Your job here is to restate every record exactly, pictures excluded.

Saved data entries:
# # # #
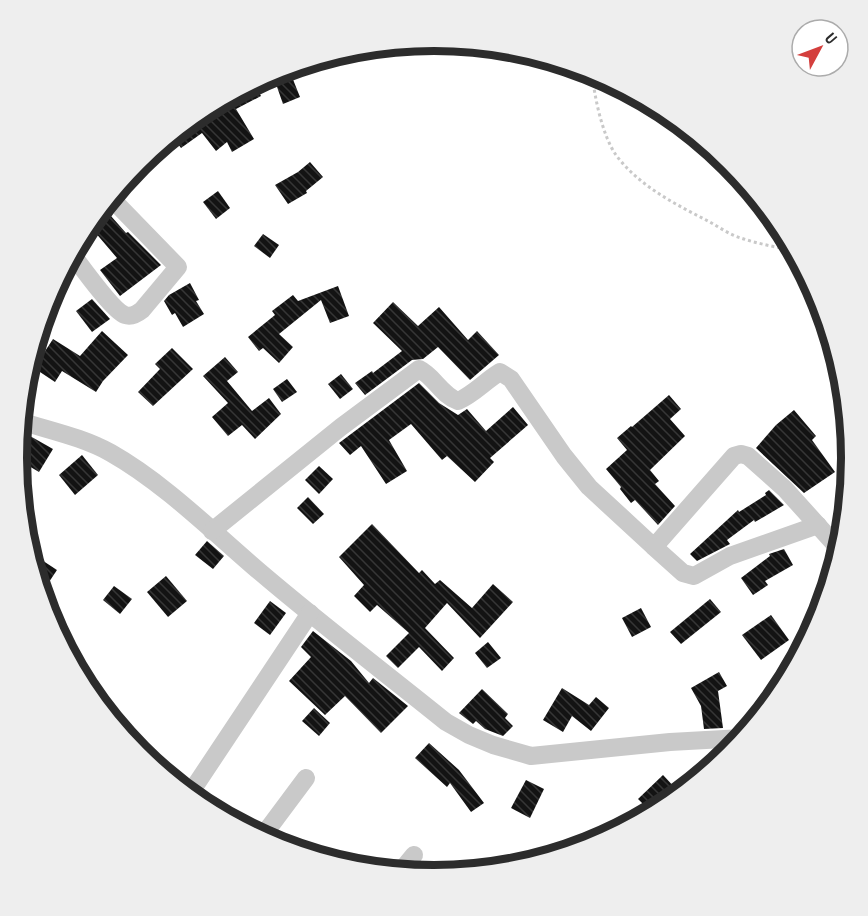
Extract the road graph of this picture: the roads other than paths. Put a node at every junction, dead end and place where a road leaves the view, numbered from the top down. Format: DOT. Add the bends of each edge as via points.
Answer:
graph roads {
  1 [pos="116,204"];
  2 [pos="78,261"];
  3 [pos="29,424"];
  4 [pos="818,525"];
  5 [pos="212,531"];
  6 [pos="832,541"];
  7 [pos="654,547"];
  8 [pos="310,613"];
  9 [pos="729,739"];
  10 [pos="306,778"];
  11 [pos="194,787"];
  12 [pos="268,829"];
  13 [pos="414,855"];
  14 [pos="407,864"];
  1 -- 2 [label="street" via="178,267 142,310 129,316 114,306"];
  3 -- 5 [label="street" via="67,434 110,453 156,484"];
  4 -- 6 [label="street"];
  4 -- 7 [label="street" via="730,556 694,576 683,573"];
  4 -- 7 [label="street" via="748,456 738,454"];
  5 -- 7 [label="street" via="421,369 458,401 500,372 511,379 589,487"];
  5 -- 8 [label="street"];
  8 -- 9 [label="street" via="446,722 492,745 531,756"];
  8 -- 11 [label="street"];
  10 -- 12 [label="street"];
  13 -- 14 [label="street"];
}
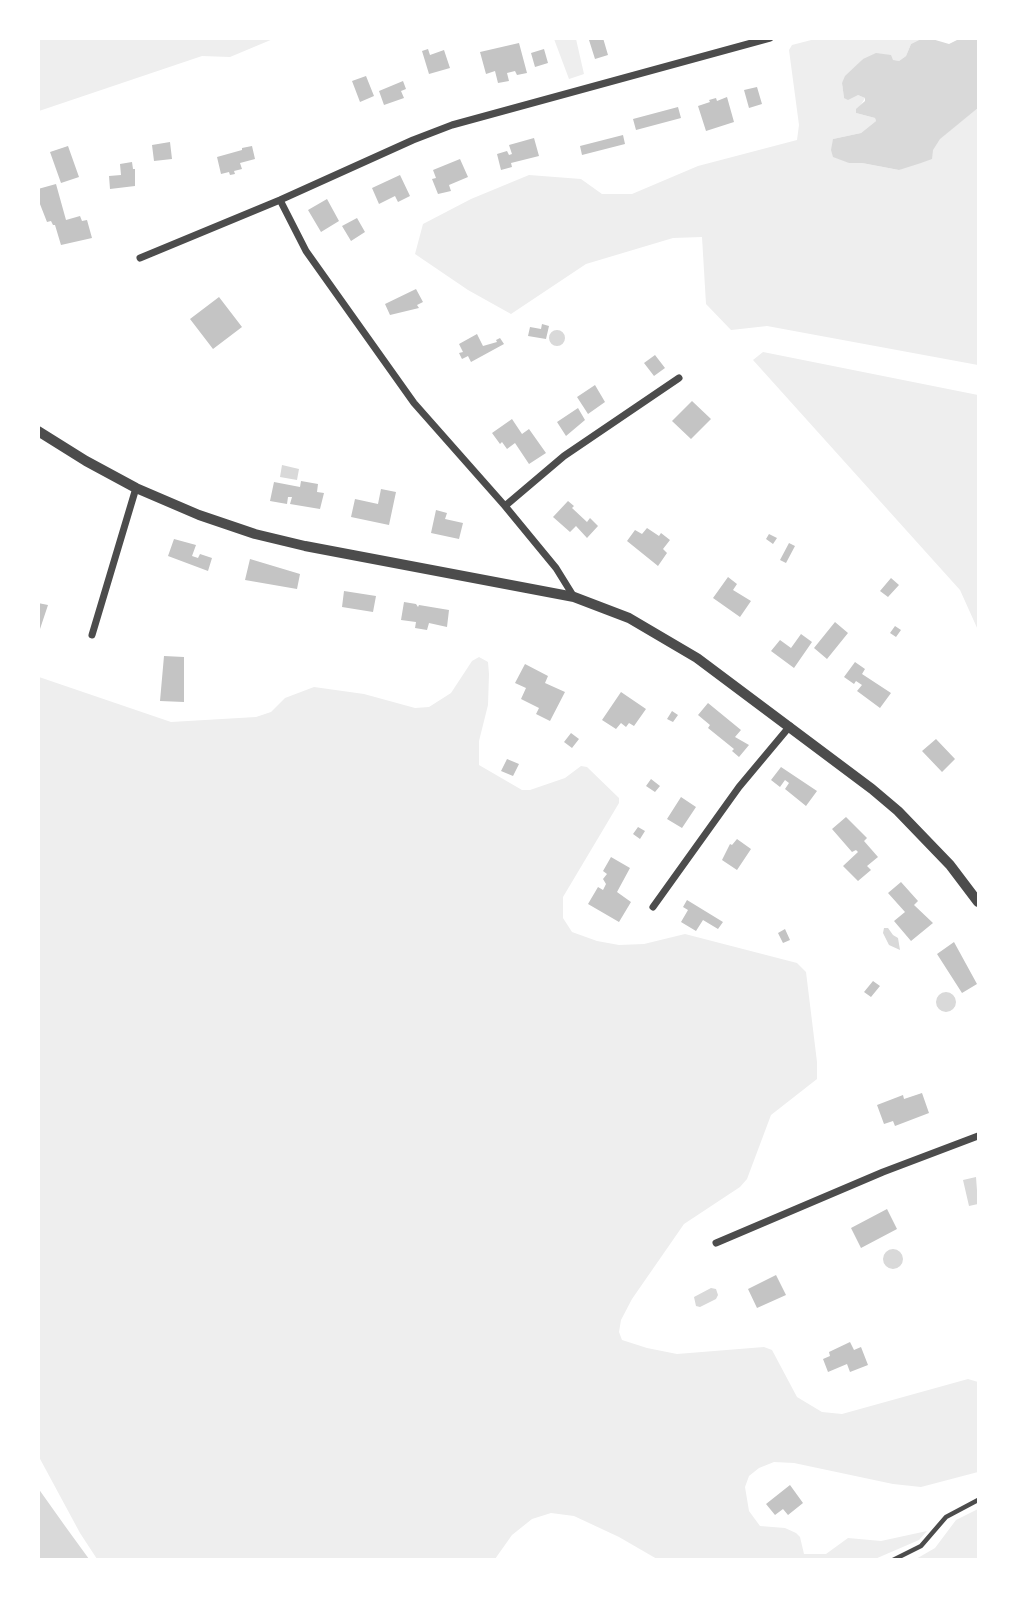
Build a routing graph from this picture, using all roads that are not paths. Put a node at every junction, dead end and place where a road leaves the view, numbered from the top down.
# # # #
> **Worked solution**
Extract the road graph of this picture: the roads other than paths. Put a node at every junction, dead end and place where a road leaves the view, numbered from the top down. Format: DOT. Add the bends of each edge as via points.
Answer:
graph roads {
  1 [pos="116,204"];
  2 [pos="78,261"];
  3 [pos="29,424"];
  4 [pos="818,525"];
  5 [pos="212,531"];
  6 [pos="832,541"];
  7 [pos="654,547"];
  8 [pos="310,613"];
  9 [pos="729,739"];
  10 [pos="306,778"];
  11 [pos="194,787"];
  12 [pos="268,829"];
  13 [pos="414,855"];
  14 [pos="407,864"];
  1 -- 2 [label="street" via="178,267 142,310 129,316 114,306"];
  3 -- 5 [label="street" via="67,434 110,453 156,484"];
  4 -- 6 [label="street"];
  4 -- 7 [label="street" via="730,556 694,576 683,573"];
  4 -- 7 [label="street" via="748,456 738,454"];
  5 -- 7 [label="street" via="421,369 458,401 500,372 511,379 589,487"];
  5 -- 8 [label="street"];
  8 -- 9 [label="street" via="446,722 492,745 531,756"];
  8 -- 11 [label="street"];
  10 -- 12 [label="street"];
  13 -- 14 [label="street"];
}
Build a routing graph from this picture, using all roads that are not paths. Put a node at every junction, dead end and place where a road leaves the view, numbered from the top down.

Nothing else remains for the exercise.